Bryan Semaan is an Assistant Professor in the School of Information Studies (iSchool) at Syracuse University (SU). He is a founding member of the Behavior, Information, Technology, and Society Laboratory (BITS lab) here at the Syracuse iSchool. He is interested in the general areas of Human-Computer Interaction (HCI), Computer Supported Cooperative Work (CSCW), and Social Computing.
Bryan has been contributing to the broader field of HCI for over a decade, in which his work has been published in several top-tier Association for Computing Machinery (ACM) and related venues, including the ACM Conference on Human Factors in Computing Systems (CHI), the ACM Conference on Computer Supported Cooperative Work and Social Computing (CSCW), and the ACM Transactions on Human-Computer Interaction (TOCHI), to name a few. He has been invited to serve on several expert panels and give talks on topics ranging from social media use in crisis to terrorism in the internet age. Bryan has also received awards for his work, having most recently received a SIGCHI Best Paper Award and a SIGCHI Honorable Mention Award at the ACM CHI Conference–the premier conference on Human-Computer Interaction (more information is available here).
Prior to joining the iSchool, Bryan was a postdoctoral scholar (postdoc) at the University of Hawaii at Manoa. He obtained his Ph.D. in Information and Computer Science from the University of California, Irvine.

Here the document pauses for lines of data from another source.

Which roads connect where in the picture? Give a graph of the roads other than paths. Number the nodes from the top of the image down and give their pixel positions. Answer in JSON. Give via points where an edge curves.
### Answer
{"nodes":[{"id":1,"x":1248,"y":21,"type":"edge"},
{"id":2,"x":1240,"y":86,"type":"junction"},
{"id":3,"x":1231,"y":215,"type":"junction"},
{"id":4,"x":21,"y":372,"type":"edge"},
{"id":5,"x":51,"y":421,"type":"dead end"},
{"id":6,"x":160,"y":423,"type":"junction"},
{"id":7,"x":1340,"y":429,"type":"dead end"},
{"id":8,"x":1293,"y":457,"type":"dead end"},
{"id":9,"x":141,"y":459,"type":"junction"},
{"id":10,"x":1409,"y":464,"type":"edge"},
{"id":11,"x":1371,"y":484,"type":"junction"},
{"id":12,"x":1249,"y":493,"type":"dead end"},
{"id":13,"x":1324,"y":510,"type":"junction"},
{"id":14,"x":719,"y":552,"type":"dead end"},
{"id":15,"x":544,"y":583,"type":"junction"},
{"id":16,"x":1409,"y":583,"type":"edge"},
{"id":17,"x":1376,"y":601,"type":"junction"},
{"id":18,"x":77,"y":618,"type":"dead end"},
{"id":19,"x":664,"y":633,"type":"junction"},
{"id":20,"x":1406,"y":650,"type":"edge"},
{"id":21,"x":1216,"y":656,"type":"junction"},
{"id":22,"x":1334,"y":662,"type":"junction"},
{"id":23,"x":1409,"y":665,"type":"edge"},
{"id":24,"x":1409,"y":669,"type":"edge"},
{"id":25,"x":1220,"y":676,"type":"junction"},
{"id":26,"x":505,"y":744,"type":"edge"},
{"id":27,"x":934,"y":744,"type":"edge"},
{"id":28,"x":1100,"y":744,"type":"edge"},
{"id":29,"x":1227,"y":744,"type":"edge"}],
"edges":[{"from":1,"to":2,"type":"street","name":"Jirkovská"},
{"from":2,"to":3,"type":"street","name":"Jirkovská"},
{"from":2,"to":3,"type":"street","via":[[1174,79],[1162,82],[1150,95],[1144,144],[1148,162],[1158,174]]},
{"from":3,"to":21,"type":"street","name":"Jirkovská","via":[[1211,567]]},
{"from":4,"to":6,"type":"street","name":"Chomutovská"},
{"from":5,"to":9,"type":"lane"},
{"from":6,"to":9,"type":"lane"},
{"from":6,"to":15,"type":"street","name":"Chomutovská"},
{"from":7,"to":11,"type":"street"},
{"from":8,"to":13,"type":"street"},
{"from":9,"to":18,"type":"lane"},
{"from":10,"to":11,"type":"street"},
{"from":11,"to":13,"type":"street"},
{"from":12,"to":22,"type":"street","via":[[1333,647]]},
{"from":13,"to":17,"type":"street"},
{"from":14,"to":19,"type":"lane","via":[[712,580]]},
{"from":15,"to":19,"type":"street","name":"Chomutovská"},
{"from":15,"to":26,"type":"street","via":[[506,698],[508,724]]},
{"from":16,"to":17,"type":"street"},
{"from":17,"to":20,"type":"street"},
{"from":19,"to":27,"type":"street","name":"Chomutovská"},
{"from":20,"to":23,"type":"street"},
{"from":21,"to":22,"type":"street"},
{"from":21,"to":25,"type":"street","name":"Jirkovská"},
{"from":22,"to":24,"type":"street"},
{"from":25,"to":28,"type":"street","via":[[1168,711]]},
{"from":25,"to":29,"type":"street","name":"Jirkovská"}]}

Bryan focuses his work to influence and shape the discourses in the broad field of human-computer interaction (HCI). Specifically, the overarching goal of his research is to examine the role of Information and Communication Technologies (ICTs) in enabling resilience amongst people immersed in challenging contexts (e.g. LGBTQ-identifying individuals “coming out”, veterans seeking mental health care, and people forming a political identity). Resilience is defined as how people bounce back from threat or vulnerability. His approach to this work is sociotechnical—he considers people and their social relations to be intimately bound up in the digital and material technologies they use. Our digital experiences have material, real world impact. He seeks out contexts where he can explore the relationship between technology and resilience and that allow him to better understand how people actively use ICTs in the production of resilience. He especially focuses on those contexts where people might be unable to generate resilience with ICTs, or where the present design of ICTs can produce additional threat or vulnerability in people’s lives (e.g. algorithms, facial recognition software, and social media).
Much of his early scholarship focused on how people draw on ICTs to build resilience during environmental disasters and human-induced emergencies. More recently, he has examined resilience in less dramatic but equally critical contexts, such as when people are forming political identities, or transitioning from one life stage or condition to another (e.g. becoming a parent). The evocation of resilience can also become an everyday experience for people who are systemically marginalized across physical and digital environments; people who are pushed to the boundaries of society based on various intersections of their identity, such as race, class, gender, or sexual orientation.
Like many in HCI, the goal of his empirical, conceptual, and design work is to advance ICTs for the social good. To realize this goal, he employs a sociotechnical approach whereby he explores the complex relationship between ICTs and human behavior by drawing on various social science theories and methods. Specifically, to think about the micro and macro relationships between technology and resilience, and to push for more inclusive and value-sensitive ICT design, his research draws and expands upon theories from various disciplines, such as Science and Technology Studies (STS), Feminist STS (FSTS), Organizational Sciences, Psychology, Trauma and Counseling, Political Science, and more. He integrates qualitative (e.g. ethnography), quantitative (e.g. experiments and surveys), and computational analyses (e.g. NLP, machine learning, and data visualization techniques) to understand the activities of populations immersed in challenging contexts. He also employs participatory and speculative design approaches to uncover complex social processes and effects, and to identify and pursue ICT design opportunities which empower and/or improve the lives of people.
To learn more about specific projects, please navigate to the descriptions available on his website.
To access Bryan’s articles, please navigate to his Google Scholar Profile.
Currently, Bryan teaches a range of courses in the greater HCI space to an incredible group of undergraduate and graduate students at the iSchool:
IST 343 – Data in Society
IST 449 – Human-Computer Interaction (HCI)
IST 649 – Human Interaction with Computers
IST 830 – Theories of (digital) technologies
Outside of being a professor and an academic, Bryan also enjoys the following activities (though his time for enjoying these things has been severely limited):
Video Games, Hosting Gatherings with tons of food, Cooking, Basketball, Football, Baseball, Cycling, and Surfing.